## ABOUT THIS EXERCISE:
Reproduce every entry exactly, without alteration.

Start of STUDY MATERIAL

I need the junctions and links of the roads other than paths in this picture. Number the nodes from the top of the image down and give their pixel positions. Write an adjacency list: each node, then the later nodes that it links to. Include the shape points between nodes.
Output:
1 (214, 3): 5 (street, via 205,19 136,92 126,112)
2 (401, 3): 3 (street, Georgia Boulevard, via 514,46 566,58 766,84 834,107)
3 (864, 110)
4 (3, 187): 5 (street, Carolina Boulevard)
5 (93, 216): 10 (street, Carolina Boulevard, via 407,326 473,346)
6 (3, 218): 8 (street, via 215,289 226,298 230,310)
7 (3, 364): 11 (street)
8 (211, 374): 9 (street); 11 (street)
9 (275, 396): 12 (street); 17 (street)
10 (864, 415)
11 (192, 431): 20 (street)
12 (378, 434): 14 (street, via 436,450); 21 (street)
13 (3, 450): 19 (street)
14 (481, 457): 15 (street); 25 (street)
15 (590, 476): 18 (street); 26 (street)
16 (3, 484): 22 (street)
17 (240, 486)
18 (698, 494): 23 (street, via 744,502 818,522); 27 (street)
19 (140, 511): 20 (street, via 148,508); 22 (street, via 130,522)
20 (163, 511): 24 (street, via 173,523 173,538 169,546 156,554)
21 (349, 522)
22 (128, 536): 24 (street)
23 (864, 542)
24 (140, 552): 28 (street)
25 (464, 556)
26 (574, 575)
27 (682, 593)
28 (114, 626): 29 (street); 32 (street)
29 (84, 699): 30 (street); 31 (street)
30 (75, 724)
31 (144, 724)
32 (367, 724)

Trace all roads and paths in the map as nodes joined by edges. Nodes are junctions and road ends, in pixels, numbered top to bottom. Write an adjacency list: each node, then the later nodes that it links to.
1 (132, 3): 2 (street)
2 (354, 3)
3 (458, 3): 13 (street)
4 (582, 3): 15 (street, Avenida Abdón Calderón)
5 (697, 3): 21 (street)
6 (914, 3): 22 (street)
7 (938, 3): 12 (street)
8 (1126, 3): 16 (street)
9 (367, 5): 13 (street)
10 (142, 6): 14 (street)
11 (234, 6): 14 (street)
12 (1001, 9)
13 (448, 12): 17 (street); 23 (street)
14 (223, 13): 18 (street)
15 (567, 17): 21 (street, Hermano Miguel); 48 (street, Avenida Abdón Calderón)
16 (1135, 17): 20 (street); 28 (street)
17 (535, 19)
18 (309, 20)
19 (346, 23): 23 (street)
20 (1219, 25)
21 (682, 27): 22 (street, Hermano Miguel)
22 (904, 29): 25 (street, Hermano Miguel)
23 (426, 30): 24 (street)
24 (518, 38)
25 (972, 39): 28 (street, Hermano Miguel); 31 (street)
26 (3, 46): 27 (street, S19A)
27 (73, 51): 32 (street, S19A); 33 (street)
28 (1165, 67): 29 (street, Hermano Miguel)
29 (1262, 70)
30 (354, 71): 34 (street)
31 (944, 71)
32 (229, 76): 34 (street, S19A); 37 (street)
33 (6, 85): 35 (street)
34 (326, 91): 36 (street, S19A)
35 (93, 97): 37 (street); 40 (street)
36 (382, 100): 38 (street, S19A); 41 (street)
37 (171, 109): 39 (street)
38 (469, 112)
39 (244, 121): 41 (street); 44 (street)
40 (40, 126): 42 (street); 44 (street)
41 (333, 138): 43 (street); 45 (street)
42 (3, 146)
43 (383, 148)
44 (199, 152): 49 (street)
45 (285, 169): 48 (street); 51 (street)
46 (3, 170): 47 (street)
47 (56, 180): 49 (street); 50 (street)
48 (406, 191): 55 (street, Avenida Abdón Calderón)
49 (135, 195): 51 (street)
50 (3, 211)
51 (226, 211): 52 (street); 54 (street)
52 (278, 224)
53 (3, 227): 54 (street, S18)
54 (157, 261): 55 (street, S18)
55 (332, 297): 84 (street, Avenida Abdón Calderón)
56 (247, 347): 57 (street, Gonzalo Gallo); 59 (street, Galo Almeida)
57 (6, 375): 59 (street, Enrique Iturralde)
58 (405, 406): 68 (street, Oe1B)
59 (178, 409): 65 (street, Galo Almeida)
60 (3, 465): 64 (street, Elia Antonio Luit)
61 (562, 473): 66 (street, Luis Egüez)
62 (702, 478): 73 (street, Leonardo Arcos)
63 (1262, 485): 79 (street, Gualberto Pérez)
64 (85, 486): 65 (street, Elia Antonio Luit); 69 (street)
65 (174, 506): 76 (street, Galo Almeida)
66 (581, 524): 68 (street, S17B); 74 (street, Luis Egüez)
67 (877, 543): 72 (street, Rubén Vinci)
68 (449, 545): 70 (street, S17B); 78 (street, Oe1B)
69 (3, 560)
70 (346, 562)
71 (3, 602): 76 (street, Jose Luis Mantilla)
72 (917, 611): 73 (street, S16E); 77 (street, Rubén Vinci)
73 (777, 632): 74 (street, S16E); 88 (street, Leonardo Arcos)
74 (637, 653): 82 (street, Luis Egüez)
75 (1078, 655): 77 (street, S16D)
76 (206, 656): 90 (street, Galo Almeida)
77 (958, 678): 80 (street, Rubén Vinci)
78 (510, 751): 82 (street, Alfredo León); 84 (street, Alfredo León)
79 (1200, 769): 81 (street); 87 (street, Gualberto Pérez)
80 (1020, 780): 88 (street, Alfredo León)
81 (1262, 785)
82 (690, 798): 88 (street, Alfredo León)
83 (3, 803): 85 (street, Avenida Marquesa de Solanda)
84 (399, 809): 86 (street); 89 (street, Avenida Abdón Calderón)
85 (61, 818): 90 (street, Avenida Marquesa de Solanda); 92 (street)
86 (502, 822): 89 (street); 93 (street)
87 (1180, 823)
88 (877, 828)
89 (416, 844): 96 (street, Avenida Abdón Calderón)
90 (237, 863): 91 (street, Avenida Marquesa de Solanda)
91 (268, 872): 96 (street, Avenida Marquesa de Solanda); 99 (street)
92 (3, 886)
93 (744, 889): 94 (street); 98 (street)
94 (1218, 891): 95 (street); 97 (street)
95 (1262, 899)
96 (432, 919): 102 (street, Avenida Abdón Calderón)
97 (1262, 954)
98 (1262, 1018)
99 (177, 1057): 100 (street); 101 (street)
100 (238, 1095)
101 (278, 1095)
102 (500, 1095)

End of STUDY MATERIAL

## RESULT OF THIS EXERCISE:
I need the junctions and links of the roads other than paths in this picture. Number the nodes from the top of the image down and give their pixel positions. Write an adjacency list: each node, then the later nodes that it links to. Include the shape points between nodes.
Output:
1 (214, 3): 5 (street, via 205,19 136,92 126,112)
2 (401, 3): 3 (street, Georgia Boulevard, via 514,46 566,58 766,84 834,107)
3 (864, 110)
4 (3, 187): 5 (street, Carolina Boulevard)
5 (93, 216): 10 (street, Carolina Boulevard, via 407,326 473,346)
6 (3, 218): 8 (street, via 215,289 226,298 230,310)
7 (3, 364): 11 (street)
8 (211, 374): 9 (street); 11 (street)
9 (275, 396): 12 (street); 17 (street)
10 (864, 415)
11 (192, 431): 20 (street)
12 (378, 434): 14 (street, via 436,450); 21 (street)
13 (3, 450): 19 (street)
14 (481, 457): 15 (street); 25 (street)
15 (590, 476): 18 (street); 26 (street)
16 (3, 484): 22 (street)
17 (240, 486)
18 (698, 494): 23 (street, via 744,502 818,522); 27 (street)
19 (140, 511): 20 (street, via 148,508); 22 (street, via 130,522)
20 (163, 511): 24 (street, via 173,523 173,538 169,546 156,554)
21 (349, 522)
22 (128, 536): 24 (street)
23 (864, 542)
24 (140, 552): 28 (street)
25 (464, 556)
26 (574, 575)
27 (682, 593)
28 (114, 626): 29 (street); 32 (street)
29 (84, 699): 30 (street); 31 (street)
30 (75, 724)
31 (144, 724)
32 (367, 724)

Trace all roads and paths in the map as nodes joined by edges. Nodes are junctions and road ends, in pixels, numbered top to bottom. Write an adjacency list: each node, then the later nodes that it links to.
1 (132, 3): 2 (street)
2 (354, 3)
3 (458, 3): 13 (street)
4 (582, 3): 15 (street, Avenida Abdón Calderón)
5 (697, 3): 21 (street)
6 (914, 3): 22 (street)
7 (938, 3): 12 (street)
8 (1126, 3): 16 (street)
9 (367, 5): 13 (street)
10 (142, 6): 14 (street)
11 (234, 6): 14 (street)
12 (1001, 9)
13 (448, 12): 17 (street); 23 (street)
14 (223, 13): 18 (street)
15 (567, 17): 21 (street, Hermano Miguel); 48 (street, Avenida Abdón Calderón)
16 (1135, 17): 20 (street); 28 (street)
17 (535, 19)
18 (309, 20)
19 (346, 23): 23 (street)
20 (1219, 25)
21 (682, 27): 22 (street, Hermano Miguel)
22 (904, 29): 25 (street, Hermano Miguel)
23 (426, 30): 24 (street)
24 (518, 38)
25 (972, 39): 28 (street, Hermano Miguel); 31 (street)
26 (3, 46): 27 (street, S19A)
27 (73, 51): 32 (street, S19A); 33 (street)
28 (1165, 67): 29 (street, Hermano Miguel)
29 (1262, 70)
30 (354, 71): 34 (street)
31 (944, 71)
32 (229, 76): 34 (street, S19A); 37 (street)
33 (6, 85): 35 (street)
34 (326, 91): 36 (street, S19A)
35 (93, 97): 37 (street); 40 (street)
36 (382, 100): 38 (street, S19A); 41 (street)
37 (171, 109): 39 (street)
38 (469, 112)
39 (244, 121): 41 (street); 44 (street)
40 (40, 126): 42 (street); 44 (street)
41 (333, 138): 43 (street); 45 (street)
42 (3, 146)
43 (383, 148)
44 (199, 152): 49 (street)
45 (285, 169): 48 (street); 51 (street)
46 (3, 170): 47 (street)
47 (56, 180): 49 (street); 50 (street)
48 (406, 191): 55 (street, Avenida Abdón Calderón)
49 (135, 195): 51 (street)
50 (3, 211)
51 (226, 211): 52 (street); 54 (street)
52 (278, 224)
53 (3, 227): 54 (street, S18)
54 (157, 261): 55 (street, S18)
55 (332, 297): 84 (street, Avenida Abdón Calderón)
56 (247, 347): 57 (street, Gonzalo Gallo); 59 (street, Galo Almeida)
57 (6, 375): 59 (street, Enrique Iturralde)
58 (405, 406): 68 (street, Oe1B)
59 (178, 409): 65 (street, Galo Almeida)
60 (3, 465): 64 (street, Elia Antonio Luit)
61 (562, 473): 66 (street, Luis Egüez)
62 (702, 478): 73 (street, Leonardo Arcos)
63 (1262, 485): 79 (street, Gualberto Pérez)
64 (85, 486): 65 (street, Elia Antonio Luit); 69 (street)
65 (174, 506): 76 (street, Galo Almeida)
66 (581, 524): 68 (street, S17B); 74 (street, Luis Egüez)
67 (877, 543): 72 (street, Rubén Vinci)
68 (449, 545): 70 (street, S17B); 78 (street, Oe1B)
69 (3, 560)
70 (346, 562)
71 (3, 602): 76 (street, Jose Luis Mantilla)
72 (917, 611): 73 (street, S16E); 77 (street, Rubén Vinci)
73 (777, 632): 74 (street, S16E); 88 (street, Leonardo Arcos)
74 (637, 653): 82 (street, Luis Egüez)
75 (1078, 655): 77 (street, S16D)
76 (206, 656): 90 (street, Galo Almeida)
77 (958, 678): 80 (street, Rubén Vinci)
78 (510, 751): 82 (street, Alfredo León); 84 (street, Alfredo León)
79 (1200, 769): 81 (street); 87 (street, Gualberto Pérez)
80 (1020, 780): 88 (street, Alfredo León)
81 (1262, 785)
82 (690, 798): 88 (street, Alfredo León)
83 (3, 803): 85 (street, Avenida Marquesa de Solanda)
84 (399, 809): 86 (street); 89 (street, Avenida Abdón Calderón)
85 (61, 818): 90 (street, Avenida Marquesa de Solanda); 92 (street)
86 (502, 822): 89 (street); 93 (street)
87 (1180, 823)
88 (877, 828)
89 (416, 844): 96 (street, Avenida Abdón Calderón)
90 (237, 863): 91 (street, Avenida Marquesa de Solanda)
91 (268, 872): 96 (street, Avenida Marquesa de Solanda); 99 (street)
92 (3, 886)
93 (744, 889): 94 (street); 98 (street)
94 (1218, 891): 95 (street); 97 (street)
95 (1262, 899)
96 (432, 919): 102 (street, Avenida Abdón Calderón)
97 (1262, 954)
98 (1262, 1018)
99 (177, 1057): 100 (street); 101 (street)
100 (238, 1095)
101 (278, 1095)
102 (500, 1095)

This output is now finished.